Individual interviews refer to interviews conducted by a single interviewer whereas panel interviews involve more than one interviewer. In the past, some researchers have suggested that panel interviews are superior to individual interviews because they allow more than one person to provide ratings (Warmke & Weston, 1992).
However, this argument doesn’t stand up to either practical or empirical scrutiny. In the first place, many organizations use multiple, individual interviews, which allow multiple raters to provide ratings.
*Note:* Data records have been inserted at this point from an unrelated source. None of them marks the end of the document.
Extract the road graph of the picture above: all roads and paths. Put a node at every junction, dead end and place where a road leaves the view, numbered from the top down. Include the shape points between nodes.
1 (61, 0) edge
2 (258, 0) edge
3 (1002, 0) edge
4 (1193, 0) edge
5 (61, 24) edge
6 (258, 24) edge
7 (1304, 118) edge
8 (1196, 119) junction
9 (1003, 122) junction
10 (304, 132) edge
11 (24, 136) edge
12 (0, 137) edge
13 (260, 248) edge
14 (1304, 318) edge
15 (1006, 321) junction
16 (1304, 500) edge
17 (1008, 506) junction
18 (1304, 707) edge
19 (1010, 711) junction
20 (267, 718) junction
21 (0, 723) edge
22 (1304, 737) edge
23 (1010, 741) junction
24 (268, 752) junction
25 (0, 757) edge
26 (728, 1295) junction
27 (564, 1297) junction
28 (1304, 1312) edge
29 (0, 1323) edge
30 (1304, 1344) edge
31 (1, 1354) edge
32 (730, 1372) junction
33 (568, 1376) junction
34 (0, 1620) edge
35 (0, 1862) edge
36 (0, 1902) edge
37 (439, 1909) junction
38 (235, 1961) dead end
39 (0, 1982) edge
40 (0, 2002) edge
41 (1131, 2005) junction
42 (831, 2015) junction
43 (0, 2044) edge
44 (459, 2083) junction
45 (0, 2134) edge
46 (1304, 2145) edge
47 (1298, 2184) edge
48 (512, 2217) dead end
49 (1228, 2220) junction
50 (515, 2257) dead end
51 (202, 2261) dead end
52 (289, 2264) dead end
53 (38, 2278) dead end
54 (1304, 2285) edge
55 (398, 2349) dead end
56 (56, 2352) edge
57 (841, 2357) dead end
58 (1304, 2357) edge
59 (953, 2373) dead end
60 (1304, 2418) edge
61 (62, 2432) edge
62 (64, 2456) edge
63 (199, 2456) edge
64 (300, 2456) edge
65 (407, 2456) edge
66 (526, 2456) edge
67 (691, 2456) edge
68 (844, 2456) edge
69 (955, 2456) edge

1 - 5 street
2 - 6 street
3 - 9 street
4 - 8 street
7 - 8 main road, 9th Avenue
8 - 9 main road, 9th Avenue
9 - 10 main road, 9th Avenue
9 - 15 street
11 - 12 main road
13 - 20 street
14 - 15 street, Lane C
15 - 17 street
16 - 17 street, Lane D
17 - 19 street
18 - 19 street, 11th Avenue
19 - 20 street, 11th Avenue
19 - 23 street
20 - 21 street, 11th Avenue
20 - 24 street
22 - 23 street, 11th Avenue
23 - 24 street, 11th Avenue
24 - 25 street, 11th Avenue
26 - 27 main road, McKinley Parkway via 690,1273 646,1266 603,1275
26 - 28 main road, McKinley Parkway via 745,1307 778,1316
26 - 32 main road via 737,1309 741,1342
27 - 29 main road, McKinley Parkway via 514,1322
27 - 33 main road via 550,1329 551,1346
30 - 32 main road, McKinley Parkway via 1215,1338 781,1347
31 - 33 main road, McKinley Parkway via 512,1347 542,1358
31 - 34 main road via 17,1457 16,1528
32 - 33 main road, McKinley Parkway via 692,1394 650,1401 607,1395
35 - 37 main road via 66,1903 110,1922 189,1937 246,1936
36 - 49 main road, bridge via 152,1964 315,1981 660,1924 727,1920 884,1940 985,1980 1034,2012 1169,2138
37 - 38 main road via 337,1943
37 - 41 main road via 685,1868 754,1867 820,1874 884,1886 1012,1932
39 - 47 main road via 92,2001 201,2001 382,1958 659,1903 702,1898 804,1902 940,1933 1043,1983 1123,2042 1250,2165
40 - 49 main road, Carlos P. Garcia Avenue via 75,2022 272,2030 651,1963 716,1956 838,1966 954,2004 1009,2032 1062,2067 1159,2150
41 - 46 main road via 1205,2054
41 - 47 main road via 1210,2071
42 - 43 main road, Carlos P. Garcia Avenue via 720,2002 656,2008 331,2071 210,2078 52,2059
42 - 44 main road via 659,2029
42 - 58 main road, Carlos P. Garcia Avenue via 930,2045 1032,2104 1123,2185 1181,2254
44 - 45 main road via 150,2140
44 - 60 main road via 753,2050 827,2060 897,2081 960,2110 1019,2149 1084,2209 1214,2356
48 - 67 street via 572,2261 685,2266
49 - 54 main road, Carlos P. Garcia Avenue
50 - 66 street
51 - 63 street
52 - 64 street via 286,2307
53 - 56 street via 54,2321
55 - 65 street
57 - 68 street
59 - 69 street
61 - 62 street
Secondly, empirical research indicates that individual interviews are more valid than panel interviews (McDaniel, 1994). That meta-analysis, which was able to evaluate 144 validity coefficients across 23,308 people, in both panel and individual interviews, found that individual interviews were more valid than panel interviews for all types of interviews (i.e. both structured and unstructured) (.43 vs. .32), for structured interviews (.46 vs. .38) as well as for unstructured interviews (.34 vs. 33). The superiority of individual interviews seems to be greatest for structured interviews, whereas panel and individual interviews perform approximately the same for unstructured interviews.
While panel interviews are not really any more accurate, and may in fact be less accurate, there are some possible advantages to conducting multiple, individual interviews. Panel interviews may, in some cases, be easier for an organization to schedule. There is also the perceived value of having everyone in the same room, hearing the same things from the candidate. It may also improve the ability for interviewers to share their perceptions, ratings, etc. immediately after the interview is completed and therefore make faster decisions.
An organization may therefore prefer panel interviews from a stakeholder buy-in standpoint. From a pure accuracy standpoint, though, you would be better off conducting multiple, one-on-one interviews and then integrating the ratings.